(Saved entries)
Content starts
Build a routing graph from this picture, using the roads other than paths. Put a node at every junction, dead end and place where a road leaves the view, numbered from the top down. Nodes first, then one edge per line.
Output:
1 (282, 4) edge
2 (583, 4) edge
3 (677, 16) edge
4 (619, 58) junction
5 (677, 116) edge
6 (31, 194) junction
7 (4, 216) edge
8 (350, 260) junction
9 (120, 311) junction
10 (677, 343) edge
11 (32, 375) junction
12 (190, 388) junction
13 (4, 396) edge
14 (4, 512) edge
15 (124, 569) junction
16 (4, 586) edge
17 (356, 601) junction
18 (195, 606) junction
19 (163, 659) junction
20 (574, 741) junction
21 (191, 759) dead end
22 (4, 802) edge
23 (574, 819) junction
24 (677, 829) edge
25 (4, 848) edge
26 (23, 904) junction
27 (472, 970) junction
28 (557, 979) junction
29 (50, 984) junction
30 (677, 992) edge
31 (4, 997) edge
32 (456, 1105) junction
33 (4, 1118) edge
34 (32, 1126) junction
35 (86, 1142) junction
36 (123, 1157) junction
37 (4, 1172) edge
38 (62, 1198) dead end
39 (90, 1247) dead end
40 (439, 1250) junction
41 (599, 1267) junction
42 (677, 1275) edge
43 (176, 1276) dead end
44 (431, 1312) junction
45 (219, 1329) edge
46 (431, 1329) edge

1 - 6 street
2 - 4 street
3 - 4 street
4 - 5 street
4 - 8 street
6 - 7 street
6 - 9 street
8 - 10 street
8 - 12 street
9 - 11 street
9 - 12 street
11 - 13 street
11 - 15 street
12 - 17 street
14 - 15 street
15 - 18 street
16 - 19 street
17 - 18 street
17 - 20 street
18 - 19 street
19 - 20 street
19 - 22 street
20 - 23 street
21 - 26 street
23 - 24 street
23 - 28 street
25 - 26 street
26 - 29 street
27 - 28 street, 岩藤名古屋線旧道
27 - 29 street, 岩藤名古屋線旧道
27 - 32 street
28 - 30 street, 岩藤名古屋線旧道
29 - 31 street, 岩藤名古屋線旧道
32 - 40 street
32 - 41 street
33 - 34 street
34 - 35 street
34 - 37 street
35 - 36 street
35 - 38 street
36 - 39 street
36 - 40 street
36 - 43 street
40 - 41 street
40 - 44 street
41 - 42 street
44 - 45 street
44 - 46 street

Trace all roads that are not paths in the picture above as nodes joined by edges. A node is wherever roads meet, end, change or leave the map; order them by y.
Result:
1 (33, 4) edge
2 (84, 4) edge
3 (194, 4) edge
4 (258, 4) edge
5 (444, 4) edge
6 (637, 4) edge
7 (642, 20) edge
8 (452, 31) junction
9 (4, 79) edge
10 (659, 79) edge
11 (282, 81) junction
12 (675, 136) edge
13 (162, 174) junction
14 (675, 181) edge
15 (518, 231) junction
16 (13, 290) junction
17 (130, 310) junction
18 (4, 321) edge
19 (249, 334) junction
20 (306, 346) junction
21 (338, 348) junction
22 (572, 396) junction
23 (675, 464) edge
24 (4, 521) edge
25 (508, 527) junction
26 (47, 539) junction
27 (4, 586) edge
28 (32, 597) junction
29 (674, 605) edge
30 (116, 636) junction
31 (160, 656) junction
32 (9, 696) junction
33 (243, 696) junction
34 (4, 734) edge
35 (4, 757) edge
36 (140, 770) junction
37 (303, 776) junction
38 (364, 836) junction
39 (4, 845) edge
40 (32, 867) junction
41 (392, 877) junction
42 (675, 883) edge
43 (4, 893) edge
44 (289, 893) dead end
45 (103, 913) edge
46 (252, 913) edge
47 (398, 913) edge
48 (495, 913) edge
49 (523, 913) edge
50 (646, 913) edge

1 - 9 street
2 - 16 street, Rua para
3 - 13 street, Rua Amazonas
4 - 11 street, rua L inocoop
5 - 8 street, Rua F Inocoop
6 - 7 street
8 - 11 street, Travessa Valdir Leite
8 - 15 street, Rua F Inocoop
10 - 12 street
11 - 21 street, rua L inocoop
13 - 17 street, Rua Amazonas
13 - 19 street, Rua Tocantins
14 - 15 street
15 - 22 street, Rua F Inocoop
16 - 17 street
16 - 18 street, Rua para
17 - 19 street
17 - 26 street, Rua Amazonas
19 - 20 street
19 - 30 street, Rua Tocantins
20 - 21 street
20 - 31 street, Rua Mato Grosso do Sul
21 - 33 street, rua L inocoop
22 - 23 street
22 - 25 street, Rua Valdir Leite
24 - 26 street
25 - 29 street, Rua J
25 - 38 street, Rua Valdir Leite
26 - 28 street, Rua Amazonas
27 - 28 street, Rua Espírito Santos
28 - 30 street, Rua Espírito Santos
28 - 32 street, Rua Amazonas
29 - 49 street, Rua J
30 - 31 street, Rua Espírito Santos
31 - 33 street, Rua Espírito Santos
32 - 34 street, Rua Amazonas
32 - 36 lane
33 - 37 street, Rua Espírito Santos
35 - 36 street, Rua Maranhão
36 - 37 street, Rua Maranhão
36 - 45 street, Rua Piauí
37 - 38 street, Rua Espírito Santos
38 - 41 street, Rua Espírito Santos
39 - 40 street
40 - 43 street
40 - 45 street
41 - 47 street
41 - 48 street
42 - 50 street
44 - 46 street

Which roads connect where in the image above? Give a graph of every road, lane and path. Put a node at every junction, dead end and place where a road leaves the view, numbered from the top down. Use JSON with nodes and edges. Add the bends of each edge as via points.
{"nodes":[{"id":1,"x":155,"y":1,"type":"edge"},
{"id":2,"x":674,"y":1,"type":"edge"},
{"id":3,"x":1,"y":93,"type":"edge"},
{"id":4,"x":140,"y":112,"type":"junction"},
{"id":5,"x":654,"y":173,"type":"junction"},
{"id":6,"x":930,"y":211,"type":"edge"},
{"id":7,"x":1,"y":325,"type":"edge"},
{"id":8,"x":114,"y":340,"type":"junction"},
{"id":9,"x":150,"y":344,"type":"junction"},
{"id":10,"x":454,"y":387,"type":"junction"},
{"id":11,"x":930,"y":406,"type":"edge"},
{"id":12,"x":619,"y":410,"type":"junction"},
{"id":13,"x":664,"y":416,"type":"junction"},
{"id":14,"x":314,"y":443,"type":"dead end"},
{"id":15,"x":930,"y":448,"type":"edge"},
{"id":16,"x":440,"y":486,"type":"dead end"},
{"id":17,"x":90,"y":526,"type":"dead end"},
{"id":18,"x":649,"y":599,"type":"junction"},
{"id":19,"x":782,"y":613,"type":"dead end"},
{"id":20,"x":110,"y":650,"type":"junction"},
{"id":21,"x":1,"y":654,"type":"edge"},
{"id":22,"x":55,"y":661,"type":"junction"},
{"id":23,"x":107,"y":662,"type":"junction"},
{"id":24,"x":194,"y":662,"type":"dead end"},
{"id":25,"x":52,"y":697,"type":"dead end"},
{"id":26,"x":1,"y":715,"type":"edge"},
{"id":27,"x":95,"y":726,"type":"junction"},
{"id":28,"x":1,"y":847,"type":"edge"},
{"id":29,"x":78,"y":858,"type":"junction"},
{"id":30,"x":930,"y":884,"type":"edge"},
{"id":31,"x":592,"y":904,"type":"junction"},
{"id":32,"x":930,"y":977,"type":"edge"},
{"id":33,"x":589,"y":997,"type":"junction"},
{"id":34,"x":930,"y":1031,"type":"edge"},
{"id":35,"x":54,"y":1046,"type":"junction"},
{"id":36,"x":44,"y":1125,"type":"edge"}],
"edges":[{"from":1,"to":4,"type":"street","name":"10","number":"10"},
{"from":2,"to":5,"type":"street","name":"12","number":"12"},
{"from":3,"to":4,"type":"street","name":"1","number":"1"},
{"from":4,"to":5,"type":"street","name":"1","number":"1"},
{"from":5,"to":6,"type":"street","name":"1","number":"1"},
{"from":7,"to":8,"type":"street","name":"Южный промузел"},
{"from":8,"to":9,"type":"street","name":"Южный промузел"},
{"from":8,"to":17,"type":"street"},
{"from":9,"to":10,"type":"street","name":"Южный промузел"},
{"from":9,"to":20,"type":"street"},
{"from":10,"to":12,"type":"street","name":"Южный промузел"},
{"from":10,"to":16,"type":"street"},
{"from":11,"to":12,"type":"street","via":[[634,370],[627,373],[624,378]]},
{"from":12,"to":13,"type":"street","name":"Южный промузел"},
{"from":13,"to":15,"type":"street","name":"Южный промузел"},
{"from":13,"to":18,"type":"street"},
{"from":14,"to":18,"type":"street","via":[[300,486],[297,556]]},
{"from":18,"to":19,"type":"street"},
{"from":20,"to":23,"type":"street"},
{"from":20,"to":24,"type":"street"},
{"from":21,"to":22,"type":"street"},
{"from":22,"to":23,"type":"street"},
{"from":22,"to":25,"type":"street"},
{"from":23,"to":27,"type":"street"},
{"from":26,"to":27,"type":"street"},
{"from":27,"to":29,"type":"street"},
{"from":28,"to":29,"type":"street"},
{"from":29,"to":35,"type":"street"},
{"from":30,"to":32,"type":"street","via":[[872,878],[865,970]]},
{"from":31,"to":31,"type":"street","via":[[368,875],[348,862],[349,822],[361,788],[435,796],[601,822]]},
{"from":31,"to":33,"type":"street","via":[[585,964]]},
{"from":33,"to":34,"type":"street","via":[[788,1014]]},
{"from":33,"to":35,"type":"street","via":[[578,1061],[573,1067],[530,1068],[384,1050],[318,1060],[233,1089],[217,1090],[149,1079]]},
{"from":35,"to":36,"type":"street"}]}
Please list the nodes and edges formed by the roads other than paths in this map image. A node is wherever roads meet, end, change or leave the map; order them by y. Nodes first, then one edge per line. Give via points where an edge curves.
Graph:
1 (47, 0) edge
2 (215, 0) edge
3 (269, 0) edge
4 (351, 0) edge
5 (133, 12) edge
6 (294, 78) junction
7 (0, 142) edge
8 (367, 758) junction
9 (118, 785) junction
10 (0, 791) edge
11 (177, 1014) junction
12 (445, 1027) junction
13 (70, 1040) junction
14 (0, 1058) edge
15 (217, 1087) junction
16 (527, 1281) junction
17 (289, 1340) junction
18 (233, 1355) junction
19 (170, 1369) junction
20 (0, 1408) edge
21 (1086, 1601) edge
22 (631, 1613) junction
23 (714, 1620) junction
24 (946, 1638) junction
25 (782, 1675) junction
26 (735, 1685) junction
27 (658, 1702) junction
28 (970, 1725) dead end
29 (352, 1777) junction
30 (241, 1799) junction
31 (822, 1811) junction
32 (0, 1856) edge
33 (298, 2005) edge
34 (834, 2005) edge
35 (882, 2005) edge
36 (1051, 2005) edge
Content ends
WHAT IS NEEDED — Copy each line in the entries above where "every" turns up.

SOLUTION TO THIS PROBLEM —
Build a routing graph from this picture, using the roads other than paths. Put a node at every junction, dead end and place where a road leaves the view, numbered from the top down. Nodes first, then one edge per line.
Which roads connect where in the image above? Give a graph of every road, lane and path. Put a node at every junction, dead end and place where a road leaves the view, numbered from the top down. Use JSON with nodes and edges. Add the bends of each edge as via points.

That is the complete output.